The festival stage was in the middle of the rice patties. 

We had to navigate along the narrow mud dams with our equipment to get to the stage. 

All around us were cows and water buffalo, apparently serenely grazing in the terraced patties, but actually staked into place. 

To convey “high art,” and “cultured neighbors,” the first act was a group of young dancers in skin colored body suits that looked like naked flesh from a distance. 

To the sounds of wind chimes and a meandering Chinese zither, the dancers popped up from hiding places amid the rice paddies, waved their arms toward the sun, and mimed the hardships and joy of working in the fields. For 45 minutes.  

The local townspeople gazed on in respectful silence for the entire dance, presumably, like me, waiting for something to happen. It never did. 

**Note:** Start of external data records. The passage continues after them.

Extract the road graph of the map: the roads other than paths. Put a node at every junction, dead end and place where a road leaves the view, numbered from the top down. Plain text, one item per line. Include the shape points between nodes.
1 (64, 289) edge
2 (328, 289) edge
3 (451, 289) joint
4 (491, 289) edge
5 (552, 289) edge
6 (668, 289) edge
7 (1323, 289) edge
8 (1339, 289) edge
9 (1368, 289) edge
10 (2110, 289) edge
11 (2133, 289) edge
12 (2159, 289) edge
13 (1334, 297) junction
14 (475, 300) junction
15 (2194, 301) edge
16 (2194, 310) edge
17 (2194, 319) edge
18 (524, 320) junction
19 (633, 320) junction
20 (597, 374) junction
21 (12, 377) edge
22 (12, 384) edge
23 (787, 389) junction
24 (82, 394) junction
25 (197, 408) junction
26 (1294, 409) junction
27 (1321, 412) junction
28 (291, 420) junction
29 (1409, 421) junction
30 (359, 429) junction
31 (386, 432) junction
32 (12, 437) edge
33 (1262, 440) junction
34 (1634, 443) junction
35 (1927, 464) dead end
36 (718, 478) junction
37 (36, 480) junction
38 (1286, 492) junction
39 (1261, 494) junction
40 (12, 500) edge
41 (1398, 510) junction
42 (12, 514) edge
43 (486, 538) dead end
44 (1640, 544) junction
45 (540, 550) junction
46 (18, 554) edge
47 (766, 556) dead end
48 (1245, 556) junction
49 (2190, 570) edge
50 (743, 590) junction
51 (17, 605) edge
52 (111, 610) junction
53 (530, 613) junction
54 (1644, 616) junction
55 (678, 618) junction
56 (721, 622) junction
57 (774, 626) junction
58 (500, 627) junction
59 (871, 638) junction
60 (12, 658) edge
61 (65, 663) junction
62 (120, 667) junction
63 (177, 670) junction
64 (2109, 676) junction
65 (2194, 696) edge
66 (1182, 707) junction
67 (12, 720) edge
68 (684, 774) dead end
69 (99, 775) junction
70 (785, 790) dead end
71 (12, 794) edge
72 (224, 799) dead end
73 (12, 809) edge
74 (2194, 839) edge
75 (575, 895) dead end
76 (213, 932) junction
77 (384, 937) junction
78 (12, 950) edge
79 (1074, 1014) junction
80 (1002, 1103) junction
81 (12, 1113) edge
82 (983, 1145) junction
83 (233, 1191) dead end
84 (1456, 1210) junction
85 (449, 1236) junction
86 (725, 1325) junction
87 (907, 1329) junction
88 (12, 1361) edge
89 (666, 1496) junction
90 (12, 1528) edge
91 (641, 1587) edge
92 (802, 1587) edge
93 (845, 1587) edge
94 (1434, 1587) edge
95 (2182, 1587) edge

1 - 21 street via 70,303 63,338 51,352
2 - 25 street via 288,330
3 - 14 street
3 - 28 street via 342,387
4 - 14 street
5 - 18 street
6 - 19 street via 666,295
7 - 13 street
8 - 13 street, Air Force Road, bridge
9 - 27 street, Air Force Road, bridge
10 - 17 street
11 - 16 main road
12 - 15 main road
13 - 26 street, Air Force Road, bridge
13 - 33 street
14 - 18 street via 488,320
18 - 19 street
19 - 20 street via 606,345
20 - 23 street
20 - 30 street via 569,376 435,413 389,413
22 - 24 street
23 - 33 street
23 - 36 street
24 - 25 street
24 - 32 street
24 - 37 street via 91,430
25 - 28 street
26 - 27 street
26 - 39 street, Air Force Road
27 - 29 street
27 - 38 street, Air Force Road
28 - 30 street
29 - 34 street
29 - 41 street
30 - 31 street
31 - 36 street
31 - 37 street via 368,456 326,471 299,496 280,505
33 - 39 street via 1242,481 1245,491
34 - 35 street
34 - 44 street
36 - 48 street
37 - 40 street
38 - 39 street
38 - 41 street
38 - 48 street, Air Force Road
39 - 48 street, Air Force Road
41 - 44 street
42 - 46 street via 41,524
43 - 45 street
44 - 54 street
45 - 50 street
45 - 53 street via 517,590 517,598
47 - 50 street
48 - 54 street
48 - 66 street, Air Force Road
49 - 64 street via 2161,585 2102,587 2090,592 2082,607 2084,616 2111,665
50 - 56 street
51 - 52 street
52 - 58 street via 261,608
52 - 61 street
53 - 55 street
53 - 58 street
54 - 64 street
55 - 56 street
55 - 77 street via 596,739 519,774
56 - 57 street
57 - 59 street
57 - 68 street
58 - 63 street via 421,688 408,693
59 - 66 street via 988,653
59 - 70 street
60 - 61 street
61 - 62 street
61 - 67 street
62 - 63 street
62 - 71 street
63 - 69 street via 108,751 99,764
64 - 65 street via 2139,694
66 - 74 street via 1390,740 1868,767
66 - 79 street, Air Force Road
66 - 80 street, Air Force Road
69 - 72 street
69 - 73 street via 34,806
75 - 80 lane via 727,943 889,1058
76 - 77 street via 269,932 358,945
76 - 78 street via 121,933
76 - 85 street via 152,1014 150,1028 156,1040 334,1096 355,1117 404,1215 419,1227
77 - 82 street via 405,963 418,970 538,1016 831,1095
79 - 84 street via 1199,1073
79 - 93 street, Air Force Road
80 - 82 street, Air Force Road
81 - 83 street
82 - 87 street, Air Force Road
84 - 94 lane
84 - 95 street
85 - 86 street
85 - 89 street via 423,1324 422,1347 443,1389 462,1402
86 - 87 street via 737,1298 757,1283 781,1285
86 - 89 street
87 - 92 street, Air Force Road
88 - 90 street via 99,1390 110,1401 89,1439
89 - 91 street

Our act includes getting people to do traditional American barn dancing with us. To my surprise, people gamely navigated the narrow rice paddies and tethered bovines to join in. I suppose there is not a lot going on in Tengchong on most days. 

A second opportunity occurs when the property developers decide to have ongoing cultural activities to anchor a development. The art movie theater, gallery or music venue will get free or very low rent for a period of time, on the condition they provide the agreed-upon programming. 

This led to my band getting a residency at a venue in Guiyang, capital of neighboring Guizhou Province. 

We billed ourselves as playing traditional US folk music, with some songs dating back 300 years.  
The performer who came on before us was a musician from the Xinjiang Uyghur Autonomous Region. But all he played was Hong Kong love ballads. We couldn’t understand why, until we got on stage, and the boss heckled us to play “Hotel California” until we eventually relented. 

On the other extreme was a live house in the suburbs of Lijiang, a tourist city north of Dali. It was run by a collective of serious musicians who believed in pure art. Since the venue was provided to them for free as long as they had music every night, they did not have make any compromises at all. 

The chief musician played a guitar with a violin bow, and each night led a group on “free improvisation,” which he carefully curated. He demanded that the music sound exotic and unrecognizable, and if it sank into anything with a steady beat or melody, he would slam his bow into the guitar repeatedly to shake us back into the pure art zone, or start Mongolian throat singing in a low, deep voice until we all stopped playing. 

The result was kind of intriguing, for around 20 minutes, until a listener realized that the “free improvisation” was just a few repetitive tricks done over and over again. 

The end result is that the owners and their friends had a private clubhouse in the middle of a luxury development, because no one else could bear the music, giving new meaning to the term “free improvisation.” 

In ancient times musicians were hired by emperors and princes. Today we are hired by real estate companies. Until someone invents a smartphone app that lets people order musicians to their home to play a few songs when the mood hits them, I’m happy to have a patron. At least I’m getting back some of the exorbitant rent I’ve paid over the years.